## EXERCISE GOAL
Look through the material below and copy every line containing the word "Instruction".
-------- INFORMATION GIVEN --------
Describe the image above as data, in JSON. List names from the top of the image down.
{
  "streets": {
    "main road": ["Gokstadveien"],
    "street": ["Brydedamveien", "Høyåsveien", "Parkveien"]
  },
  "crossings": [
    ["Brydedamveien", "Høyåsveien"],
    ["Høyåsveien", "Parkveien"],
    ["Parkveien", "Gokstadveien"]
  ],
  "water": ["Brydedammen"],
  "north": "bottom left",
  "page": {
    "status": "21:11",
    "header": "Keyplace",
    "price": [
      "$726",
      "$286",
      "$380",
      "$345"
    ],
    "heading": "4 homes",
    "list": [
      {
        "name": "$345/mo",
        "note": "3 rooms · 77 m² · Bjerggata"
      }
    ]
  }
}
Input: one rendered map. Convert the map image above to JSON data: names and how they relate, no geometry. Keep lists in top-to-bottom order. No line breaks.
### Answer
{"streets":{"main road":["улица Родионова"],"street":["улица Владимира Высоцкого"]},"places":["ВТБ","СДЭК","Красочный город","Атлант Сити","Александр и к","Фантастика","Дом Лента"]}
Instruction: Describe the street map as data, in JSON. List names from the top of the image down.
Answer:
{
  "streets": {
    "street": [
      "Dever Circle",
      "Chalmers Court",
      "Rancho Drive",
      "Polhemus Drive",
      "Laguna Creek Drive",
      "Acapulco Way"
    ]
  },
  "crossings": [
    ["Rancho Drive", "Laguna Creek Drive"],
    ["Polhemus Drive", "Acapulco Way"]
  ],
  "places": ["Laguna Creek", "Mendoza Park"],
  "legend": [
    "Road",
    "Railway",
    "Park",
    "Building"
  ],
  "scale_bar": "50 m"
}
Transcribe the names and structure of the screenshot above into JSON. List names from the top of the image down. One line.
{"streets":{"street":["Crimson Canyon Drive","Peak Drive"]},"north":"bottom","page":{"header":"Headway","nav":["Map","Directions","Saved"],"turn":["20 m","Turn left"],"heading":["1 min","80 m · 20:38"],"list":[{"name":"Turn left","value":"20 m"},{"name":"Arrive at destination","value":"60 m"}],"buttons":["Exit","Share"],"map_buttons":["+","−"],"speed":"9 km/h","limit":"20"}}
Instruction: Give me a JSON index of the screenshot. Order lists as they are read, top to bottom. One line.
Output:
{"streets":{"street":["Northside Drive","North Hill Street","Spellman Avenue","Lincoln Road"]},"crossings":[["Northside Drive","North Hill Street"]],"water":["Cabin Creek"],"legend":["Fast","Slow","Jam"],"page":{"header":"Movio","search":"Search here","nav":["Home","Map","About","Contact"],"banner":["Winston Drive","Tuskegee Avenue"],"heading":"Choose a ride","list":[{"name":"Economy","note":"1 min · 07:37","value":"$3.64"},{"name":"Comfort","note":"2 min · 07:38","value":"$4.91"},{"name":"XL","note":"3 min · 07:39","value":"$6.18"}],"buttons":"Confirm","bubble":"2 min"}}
--------
## FINISHED TASK
Instruction: Describe the street map as data, in JSON. List names from the top of the image down.
Instruction: Give me a JSON index of the screenshot. Order lists as they are read, top to bottom. One line.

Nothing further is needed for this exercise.